ENTRIES SHOWN →
Segment Open

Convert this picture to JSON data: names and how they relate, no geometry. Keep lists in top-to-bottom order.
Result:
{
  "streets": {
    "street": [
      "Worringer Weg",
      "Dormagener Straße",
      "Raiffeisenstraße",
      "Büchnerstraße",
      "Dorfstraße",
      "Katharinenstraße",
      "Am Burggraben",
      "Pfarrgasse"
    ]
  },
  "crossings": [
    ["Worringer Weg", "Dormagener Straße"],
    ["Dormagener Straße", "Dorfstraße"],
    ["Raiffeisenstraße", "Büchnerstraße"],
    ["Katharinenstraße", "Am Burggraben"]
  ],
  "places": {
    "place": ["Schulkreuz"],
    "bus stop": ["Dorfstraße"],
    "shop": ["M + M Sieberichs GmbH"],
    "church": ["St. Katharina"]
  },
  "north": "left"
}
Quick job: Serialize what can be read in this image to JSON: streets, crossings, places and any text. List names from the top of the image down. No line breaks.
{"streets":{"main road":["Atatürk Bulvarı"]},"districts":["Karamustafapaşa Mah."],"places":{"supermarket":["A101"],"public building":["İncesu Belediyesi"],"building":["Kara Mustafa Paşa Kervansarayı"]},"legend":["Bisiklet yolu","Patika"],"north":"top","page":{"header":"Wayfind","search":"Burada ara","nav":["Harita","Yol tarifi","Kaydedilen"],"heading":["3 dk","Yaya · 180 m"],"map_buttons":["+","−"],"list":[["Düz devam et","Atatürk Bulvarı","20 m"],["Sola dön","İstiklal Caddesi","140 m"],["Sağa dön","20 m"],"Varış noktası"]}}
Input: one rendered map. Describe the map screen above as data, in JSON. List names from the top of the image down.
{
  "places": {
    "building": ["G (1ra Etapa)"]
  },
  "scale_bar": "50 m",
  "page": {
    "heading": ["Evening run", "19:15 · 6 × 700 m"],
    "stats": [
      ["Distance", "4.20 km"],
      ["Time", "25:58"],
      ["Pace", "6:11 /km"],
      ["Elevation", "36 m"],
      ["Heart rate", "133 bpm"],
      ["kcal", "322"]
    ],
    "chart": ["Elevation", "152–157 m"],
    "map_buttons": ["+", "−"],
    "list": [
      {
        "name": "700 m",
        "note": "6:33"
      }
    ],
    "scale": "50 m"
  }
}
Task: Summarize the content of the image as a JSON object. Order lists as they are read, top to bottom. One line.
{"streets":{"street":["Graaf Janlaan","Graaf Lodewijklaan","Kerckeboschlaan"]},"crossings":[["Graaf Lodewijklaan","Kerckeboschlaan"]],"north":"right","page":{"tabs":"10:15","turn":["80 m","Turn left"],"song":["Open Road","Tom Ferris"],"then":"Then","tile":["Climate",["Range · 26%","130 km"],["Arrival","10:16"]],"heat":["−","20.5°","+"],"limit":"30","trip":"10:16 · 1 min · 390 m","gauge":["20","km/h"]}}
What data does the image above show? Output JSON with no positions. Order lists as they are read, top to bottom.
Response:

Segment Closed

PROBLEM DESCRIPTION → Could you write out only the lines of the listing above from the one that contains "What data does" through its final line, exactly and inclusive?

RESULT BELOW →
What data does the image above show? Output JSON with no positions. Order lists as they are read, top to bottom.
Response:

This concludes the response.